Paclitaxel and carboplatin chemotherapy is reported to be a
platelet-sparing drug combination. This study investigated potential mechanisms for this observation by studying the effects of paclitaxel and carboplatin on (1) normal donor and chemotherapy patient-derived erythroid (burst-forming units-erythroid [BFU-E]), myeloid
(colony-forming units-granulocyte/macrophage [CFU-GM]), and
megakaryocyte (CFU-Meg) progenitor cell growth; (2) P-glycoprotein
(P-gp) protein and glutathione S-transferase (GST) messenger RNA (mRNA)
expression; (3) serum thrombopoietin (Tpo), stem cell factor (SCF),
interleukin-6 (IL-6), IL-11, IL-1 , IL-8, and tumor necrosis
factor- levels in patients treated with paclitaxel and carboplatin;
and (4) stromal cell production of Tpo and SCF after paclitaxel
and carboplatin exposure.

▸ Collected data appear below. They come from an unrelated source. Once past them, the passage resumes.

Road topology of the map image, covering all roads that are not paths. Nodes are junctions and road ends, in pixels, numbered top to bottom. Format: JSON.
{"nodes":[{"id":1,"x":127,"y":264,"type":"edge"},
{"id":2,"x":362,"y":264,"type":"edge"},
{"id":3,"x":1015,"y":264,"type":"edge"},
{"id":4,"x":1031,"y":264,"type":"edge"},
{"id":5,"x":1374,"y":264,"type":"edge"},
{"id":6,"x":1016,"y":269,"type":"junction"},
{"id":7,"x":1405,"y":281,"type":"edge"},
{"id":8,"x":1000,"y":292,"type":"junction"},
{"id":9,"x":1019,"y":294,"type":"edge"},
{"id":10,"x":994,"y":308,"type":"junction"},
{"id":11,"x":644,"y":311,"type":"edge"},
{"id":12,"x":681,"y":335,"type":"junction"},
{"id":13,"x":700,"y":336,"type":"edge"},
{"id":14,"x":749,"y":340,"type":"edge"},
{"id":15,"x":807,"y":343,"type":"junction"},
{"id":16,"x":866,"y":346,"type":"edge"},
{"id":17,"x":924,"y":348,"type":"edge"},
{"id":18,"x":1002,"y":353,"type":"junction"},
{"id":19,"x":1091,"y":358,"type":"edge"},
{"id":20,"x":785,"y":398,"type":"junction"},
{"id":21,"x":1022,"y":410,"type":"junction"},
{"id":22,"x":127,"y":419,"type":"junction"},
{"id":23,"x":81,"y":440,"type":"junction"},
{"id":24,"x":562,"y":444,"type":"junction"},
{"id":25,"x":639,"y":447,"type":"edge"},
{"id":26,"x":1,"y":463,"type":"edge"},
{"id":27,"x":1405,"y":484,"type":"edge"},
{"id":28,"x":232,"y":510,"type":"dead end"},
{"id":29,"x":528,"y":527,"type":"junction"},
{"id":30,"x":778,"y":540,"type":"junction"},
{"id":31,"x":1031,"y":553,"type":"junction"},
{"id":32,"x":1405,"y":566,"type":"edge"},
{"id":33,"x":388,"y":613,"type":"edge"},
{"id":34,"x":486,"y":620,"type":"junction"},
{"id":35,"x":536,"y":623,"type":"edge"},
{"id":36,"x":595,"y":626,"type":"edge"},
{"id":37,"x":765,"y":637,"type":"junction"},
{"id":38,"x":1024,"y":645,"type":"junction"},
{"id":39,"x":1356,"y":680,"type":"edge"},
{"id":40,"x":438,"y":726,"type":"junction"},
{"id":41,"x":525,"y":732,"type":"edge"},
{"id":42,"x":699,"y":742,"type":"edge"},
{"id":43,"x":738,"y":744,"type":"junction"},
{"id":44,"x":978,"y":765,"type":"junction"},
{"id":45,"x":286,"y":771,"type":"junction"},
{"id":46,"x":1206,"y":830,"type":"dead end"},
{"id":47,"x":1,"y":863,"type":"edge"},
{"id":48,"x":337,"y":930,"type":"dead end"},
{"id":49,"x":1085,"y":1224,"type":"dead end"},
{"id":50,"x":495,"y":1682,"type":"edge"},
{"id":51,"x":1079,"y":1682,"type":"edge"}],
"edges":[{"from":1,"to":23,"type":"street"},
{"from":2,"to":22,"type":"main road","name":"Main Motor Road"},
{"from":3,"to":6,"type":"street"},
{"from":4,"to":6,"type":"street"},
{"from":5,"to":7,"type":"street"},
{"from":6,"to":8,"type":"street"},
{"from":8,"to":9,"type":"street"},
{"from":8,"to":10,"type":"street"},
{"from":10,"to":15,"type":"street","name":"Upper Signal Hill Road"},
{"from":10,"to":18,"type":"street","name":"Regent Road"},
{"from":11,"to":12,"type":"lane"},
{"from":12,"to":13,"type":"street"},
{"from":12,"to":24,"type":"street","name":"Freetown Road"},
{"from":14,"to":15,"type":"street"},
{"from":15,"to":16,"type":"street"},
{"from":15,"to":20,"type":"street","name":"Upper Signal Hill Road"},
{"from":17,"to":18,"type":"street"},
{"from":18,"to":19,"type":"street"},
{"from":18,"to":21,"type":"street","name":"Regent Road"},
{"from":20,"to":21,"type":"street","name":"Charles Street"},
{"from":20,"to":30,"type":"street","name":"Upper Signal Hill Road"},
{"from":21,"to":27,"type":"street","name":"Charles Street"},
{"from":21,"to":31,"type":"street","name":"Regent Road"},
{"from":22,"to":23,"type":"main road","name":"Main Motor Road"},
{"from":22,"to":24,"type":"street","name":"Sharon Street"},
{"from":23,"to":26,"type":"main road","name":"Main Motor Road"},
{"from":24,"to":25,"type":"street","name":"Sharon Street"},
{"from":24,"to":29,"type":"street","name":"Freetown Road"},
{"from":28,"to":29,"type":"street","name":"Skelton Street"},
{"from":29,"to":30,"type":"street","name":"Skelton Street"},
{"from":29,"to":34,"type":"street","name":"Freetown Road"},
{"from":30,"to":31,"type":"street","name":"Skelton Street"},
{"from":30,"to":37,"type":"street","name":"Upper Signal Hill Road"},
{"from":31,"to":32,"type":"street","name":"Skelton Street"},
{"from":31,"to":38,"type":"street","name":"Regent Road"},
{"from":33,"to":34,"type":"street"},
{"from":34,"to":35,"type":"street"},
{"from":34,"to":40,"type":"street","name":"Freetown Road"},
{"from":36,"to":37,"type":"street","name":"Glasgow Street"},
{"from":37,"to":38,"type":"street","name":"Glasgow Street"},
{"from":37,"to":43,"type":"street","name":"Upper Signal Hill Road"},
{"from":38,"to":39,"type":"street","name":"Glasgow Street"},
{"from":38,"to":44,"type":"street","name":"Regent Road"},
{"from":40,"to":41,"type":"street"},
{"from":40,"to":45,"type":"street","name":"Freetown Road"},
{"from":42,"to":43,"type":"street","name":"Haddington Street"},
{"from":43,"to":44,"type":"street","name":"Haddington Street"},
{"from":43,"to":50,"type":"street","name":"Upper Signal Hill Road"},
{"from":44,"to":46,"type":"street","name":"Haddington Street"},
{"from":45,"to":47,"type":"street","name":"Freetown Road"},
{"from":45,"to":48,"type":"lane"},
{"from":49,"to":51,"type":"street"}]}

CFU-Meg were more resistant to
paclitaxel alone, or in combination with carboplatin, than CFU-GM and
BFU-E. Although all progenitors expressed P-gp protein and GST mRNA,
verapamil treatment significantly, and selectively, increased the
toxicity of paclitaxel and carboplatin to CFU-Meg, suggesting an
important role for P-gp in megakaryocyte drug resistance. Compared to
normal controls, serum Tpo levels in patients receiving paclitaxel and carboplatin were significantly elevated 5 hours after infusion and
remained elevated at day 7 (287% ± 63% increase,
P < .001). Marrow stroma was shown to be the likely
source of this Tpo. It is concluded here that P-gp-mediated efflux of
paclitaxel, and perhaps GST-mediated detoxification of carboplatin,
results in relative sparing of CFU-Meg, which may then respond to
locally high levels of stromal cell-derived Tpo. The confluence of
these events might lead to the platelet-sparing phenomenon observed in
patients treated with paclitaxel and carboplatin chemotherapy.